Thursday, September 29, 2016

The Forty Million Russians under 25 Overwhelmingly Support Putin Now But May Threaten His Policies Later



Paul Goble

            Staunton, September 29 – The 40 million Russians born since 1991 overwhelmingly support Vladimir Putin, but their values, including support for greater personnel freedoms and disbelief in any new cold war, may ultimately undermine the Kremlin leader’s policies if not the Kremlin leader himself.

            According to a commentary on the Profile portal, Russian young people “consider freedom a much more important value than do their parents who choose stability and security,” the promotion of which Putin has made his central task (profile.ru/obsch/item/111059-pokolenie-putina).

            For those born after 1991, Gorbachev and Yeltsin are “no more than figures” figures from the misty past. They have few memories of the difficulties of the 1990s which for many of their parents was the defining decade. Instead, they have grown up in the ever more authoritarian Russia of Vladimir Putin. And they are “his generation,” the portal says.

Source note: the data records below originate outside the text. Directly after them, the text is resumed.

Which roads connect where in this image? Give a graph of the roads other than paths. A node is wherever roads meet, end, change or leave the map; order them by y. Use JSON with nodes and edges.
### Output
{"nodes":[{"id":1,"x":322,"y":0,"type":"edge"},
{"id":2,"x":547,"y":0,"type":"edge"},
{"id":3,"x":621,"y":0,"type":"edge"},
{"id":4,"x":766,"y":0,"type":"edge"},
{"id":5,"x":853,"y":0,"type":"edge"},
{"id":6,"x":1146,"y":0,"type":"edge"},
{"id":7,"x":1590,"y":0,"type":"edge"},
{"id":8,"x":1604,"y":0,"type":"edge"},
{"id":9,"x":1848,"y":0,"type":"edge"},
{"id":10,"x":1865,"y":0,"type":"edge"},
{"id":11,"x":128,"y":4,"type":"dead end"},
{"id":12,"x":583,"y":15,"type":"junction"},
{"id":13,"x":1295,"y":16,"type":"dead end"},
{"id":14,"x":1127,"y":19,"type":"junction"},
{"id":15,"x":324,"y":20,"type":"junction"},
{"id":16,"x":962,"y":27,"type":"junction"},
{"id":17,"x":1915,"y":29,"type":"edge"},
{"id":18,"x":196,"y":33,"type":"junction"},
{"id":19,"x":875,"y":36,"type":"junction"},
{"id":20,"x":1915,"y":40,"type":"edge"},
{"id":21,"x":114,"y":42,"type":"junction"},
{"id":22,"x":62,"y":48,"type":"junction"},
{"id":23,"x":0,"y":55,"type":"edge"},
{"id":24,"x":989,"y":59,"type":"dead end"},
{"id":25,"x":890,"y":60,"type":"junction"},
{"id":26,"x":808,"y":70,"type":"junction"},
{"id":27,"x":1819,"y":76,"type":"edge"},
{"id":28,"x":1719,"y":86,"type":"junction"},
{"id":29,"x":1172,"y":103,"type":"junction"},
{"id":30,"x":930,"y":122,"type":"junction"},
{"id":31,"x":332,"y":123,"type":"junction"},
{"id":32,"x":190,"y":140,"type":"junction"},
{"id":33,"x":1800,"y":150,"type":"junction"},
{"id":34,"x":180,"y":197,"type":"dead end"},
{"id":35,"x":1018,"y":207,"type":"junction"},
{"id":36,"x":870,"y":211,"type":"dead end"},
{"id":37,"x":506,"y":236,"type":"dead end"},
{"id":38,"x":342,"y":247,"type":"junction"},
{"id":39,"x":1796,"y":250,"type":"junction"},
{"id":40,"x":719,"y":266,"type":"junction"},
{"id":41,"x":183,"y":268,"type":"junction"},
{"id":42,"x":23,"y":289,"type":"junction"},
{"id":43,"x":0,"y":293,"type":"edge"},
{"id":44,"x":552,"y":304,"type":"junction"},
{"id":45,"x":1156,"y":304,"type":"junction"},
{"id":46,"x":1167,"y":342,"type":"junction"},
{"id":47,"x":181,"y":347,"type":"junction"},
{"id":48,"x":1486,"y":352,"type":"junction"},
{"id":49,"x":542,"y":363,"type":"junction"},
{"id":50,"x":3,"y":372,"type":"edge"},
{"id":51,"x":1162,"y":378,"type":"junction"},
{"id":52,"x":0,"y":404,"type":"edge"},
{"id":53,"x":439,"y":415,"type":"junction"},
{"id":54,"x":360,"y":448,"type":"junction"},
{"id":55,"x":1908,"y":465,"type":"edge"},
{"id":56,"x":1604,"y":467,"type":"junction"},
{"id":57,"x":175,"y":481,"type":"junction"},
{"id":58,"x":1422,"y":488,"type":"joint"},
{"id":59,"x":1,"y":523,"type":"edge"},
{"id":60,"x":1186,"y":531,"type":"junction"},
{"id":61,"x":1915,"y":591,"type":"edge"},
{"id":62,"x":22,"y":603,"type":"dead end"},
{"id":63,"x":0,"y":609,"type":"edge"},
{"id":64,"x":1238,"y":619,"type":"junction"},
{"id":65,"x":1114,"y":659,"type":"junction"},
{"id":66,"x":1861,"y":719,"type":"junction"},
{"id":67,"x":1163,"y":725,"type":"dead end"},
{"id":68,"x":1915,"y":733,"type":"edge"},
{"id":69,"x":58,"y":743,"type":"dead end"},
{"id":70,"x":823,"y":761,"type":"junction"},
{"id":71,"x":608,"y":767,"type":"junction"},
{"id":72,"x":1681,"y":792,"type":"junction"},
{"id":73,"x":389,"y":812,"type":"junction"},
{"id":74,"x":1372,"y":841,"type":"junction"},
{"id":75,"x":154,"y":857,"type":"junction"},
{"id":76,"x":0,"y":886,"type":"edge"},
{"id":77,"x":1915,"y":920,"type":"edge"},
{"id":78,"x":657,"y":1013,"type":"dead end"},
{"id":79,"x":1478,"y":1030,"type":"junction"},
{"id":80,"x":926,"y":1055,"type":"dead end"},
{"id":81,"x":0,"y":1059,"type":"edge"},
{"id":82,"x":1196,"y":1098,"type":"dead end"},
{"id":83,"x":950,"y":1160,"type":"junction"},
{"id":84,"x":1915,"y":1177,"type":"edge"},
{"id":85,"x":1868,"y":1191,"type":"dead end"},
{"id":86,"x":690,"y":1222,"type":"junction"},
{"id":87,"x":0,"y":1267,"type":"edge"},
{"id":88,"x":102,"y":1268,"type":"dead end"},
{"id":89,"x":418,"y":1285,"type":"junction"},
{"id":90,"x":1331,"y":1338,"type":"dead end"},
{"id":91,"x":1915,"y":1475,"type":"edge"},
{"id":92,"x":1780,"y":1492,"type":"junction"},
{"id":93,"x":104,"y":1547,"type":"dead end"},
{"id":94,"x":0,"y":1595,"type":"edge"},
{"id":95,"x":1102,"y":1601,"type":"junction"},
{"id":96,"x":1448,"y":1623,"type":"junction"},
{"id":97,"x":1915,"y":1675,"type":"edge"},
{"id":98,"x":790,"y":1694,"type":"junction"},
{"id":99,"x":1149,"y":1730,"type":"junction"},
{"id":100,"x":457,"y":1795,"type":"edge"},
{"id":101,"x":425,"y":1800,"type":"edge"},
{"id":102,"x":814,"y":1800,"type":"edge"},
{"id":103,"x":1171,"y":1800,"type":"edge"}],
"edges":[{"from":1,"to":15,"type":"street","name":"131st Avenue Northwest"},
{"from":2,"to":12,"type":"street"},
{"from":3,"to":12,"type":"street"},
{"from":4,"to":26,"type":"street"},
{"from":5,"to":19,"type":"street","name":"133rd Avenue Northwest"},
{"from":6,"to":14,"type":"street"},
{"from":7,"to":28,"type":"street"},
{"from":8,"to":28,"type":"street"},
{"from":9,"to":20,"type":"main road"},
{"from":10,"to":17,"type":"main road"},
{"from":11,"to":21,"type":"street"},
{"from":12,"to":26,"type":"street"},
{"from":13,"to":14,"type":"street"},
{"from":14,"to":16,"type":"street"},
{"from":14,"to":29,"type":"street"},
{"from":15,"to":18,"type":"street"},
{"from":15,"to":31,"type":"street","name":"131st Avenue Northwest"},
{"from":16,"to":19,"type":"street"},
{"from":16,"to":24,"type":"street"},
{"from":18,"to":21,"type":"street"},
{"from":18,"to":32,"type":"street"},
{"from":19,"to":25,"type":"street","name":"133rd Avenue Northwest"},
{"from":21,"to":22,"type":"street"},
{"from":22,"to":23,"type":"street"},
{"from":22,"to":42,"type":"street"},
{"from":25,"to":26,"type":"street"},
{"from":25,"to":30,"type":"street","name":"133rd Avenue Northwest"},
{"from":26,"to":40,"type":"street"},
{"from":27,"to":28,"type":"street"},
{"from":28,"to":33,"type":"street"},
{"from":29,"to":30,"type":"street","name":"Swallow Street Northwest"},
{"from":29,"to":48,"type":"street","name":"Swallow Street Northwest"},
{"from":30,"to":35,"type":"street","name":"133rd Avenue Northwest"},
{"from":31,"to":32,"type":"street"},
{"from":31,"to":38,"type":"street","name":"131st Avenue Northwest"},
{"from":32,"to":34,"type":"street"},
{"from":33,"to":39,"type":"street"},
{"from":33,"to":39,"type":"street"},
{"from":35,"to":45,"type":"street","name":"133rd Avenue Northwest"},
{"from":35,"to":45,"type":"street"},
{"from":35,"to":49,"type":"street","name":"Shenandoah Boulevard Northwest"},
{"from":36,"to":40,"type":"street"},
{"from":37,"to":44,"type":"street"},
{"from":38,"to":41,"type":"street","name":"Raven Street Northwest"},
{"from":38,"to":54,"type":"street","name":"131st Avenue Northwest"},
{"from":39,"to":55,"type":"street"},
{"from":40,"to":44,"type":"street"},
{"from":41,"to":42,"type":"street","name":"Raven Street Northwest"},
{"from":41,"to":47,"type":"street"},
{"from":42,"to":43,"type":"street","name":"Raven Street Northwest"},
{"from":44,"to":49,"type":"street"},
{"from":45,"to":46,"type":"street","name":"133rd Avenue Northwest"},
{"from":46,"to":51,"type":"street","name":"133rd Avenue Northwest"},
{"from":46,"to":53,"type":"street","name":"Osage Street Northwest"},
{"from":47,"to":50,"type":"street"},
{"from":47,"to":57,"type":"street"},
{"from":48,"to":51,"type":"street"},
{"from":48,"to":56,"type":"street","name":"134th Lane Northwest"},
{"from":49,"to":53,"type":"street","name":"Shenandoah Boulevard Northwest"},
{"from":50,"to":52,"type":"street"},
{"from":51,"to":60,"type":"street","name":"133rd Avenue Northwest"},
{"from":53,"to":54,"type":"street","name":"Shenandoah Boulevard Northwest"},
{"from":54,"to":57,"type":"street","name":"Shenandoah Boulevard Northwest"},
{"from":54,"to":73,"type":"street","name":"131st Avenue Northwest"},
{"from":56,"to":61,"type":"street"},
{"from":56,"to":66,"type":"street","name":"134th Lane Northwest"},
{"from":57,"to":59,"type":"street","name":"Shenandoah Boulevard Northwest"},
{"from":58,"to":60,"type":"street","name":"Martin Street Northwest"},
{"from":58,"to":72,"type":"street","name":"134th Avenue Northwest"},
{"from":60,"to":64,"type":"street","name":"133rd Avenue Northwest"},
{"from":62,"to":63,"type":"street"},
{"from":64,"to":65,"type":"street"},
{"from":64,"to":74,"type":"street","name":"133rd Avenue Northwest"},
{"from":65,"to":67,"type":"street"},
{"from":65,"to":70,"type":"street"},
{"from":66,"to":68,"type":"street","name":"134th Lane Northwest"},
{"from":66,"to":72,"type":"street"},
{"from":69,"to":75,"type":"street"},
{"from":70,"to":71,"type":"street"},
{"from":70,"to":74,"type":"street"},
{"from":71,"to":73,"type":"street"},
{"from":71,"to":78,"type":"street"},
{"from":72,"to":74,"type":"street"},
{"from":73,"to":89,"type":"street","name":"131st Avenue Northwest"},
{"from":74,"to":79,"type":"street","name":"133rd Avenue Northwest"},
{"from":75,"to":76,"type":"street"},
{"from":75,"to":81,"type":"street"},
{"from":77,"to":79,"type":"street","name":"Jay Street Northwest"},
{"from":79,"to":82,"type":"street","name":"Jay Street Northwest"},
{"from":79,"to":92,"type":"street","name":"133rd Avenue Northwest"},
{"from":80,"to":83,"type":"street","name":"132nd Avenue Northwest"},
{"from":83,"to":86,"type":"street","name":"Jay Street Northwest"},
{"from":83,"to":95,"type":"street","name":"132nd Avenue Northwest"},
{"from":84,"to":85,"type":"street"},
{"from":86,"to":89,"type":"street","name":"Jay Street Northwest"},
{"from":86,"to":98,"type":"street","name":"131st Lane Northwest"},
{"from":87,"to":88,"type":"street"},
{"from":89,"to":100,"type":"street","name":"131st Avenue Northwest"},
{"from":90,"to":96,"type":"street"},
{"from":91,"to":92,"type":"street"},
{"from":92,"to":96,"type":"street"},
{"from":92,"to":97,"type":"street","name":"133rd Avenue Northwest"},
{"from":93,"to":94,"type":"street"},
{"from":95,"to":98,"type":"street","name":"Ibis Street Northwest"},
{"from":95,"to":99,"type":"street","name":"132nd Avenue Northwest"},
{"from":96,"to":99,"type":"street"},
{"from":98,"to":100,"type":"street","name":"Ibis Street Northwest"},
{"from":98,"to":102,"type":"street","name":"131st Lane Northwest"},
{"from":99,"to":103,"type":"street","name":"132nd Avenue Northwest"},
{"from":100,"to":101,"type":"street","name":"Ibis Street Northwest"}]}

 The percent of this segment of the population declaring their support for Putin is “approximately as high as among older Russians,” and many of its members are just as drawn to conservative values as are they.  But nonetheless, on many issues, they are very different than their parents – and very different from the values Putin now pushes.

Also, Russian polls suggest, “the overwhelming majority of ‘the Putin generation’ does not believe in the thesis about a new cold war. These people are less affected by propaganda and are convinced that the current problems are connected chiefly with Crimea and Ukraine and that soon or later they will be overcome.”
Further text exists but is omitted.